- Active: 1917–1919
- Country: Portugal
- Allegiance: Portuguese Army
- Branch: Army
- Type: Division
- Role: Infantry
- Size: 25 000
- Headquarters: Lestren, France
- Engagements: World War I

Commanders
- Division commander: General Gomes da Costa

= 1st Division (Portugal) =

The 1st Division was one of the two divisions of the Portuguese Expeditionary Corps (CEP, Corpo Expedicionário Português), the main military force of Portugal that fought in the World War I Western Front on the side of the Allies. The Division was under the command of General Gomes da Costa, during most of its existence.

== World War I ==
From 2 June 1917 to 6 April 1918 the 1st Division was responsible for the subsectors of Neuve-Chappelle and Ferme du Bois of the Portuguese Sector of the Western Front.

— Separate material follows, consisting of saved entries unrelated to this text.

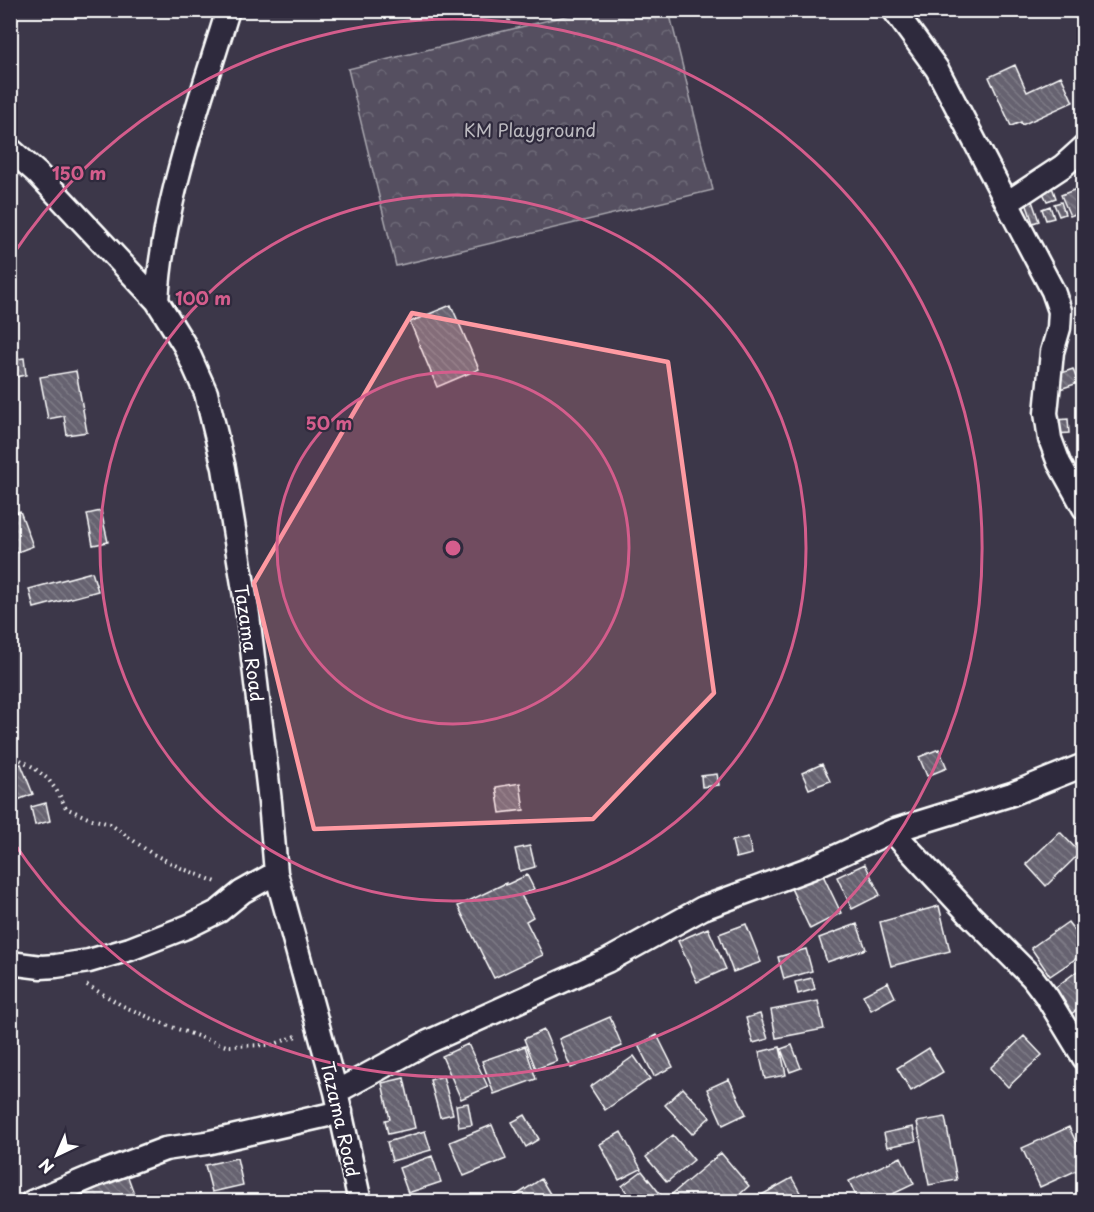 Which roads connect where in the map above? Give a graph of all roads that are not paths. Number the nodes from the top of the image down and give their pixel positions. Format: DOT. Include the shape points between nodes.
graph roads {
  1 [pos="228,10"];
  2 [pos="894,10"];
  3 [pos="1083,147"];
  4 [pos="10,149"];
  5 [pos="1007,203"];
  6 [pos="157,301"];
  7 [pos="1083,508"];
  8 [pos="1083,765"];
  9 [pos="892,831"];
  10 [pos="276,873"];
  11 [pos="10,963"];
  12 [pos="1083,1058"];
  13 [pos="339,1102"];
  14 [pos="32,1202"];
  15 [pos="360,1202"];
  1 -- 6 [label="street" via="166,227"];
  2 -- 5 [label="street" via="937,69"];
  3 -- 5 [label="street" via="1063,166"];
  4 -- 6 [label="street, Tazama Road"];
  5 -- 7 [label="street" via="1060,311 1046,413 1059,463"];
  6 -- 10 [label="street, Tazama Road" via="185,346 206,393 224,468 248,615"];
  8 -- 9 [label="street" via="1012,794"];
  9 -- 12 [label="street" via="1032,977"];
  9 -- 13 [label="street" via="811,868 703,908 607,962 428,1042"];
  10 -- 11 [label="street" via="242,892 219,911 130,949 56,966"];
  10 -- 13 [label="street, Tazama Road"];
  13 -- 14 [label="street" via="206,1143 165,1149"];
  13 -- 15 [label="street, Tazama Road"];
}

After heavy losses in the Front, the 1st Division was removed from the front line, three days before the 9 April 1918 German offensive that gave origin of the Battle of the Lys, where CEP was virtually destroyed.

In July 1918, the 1st Division was the core for the reconstruction of the CEP and participated in the final Allied offensive.

The 4th Company of IV Battalion the 1st Division, under the command of captain Barros Bastos made a final assault against the German positions near the Scheldt river on 11 November 1918, the same day of the Armistice. This was the last Portuguese combat action of World War I.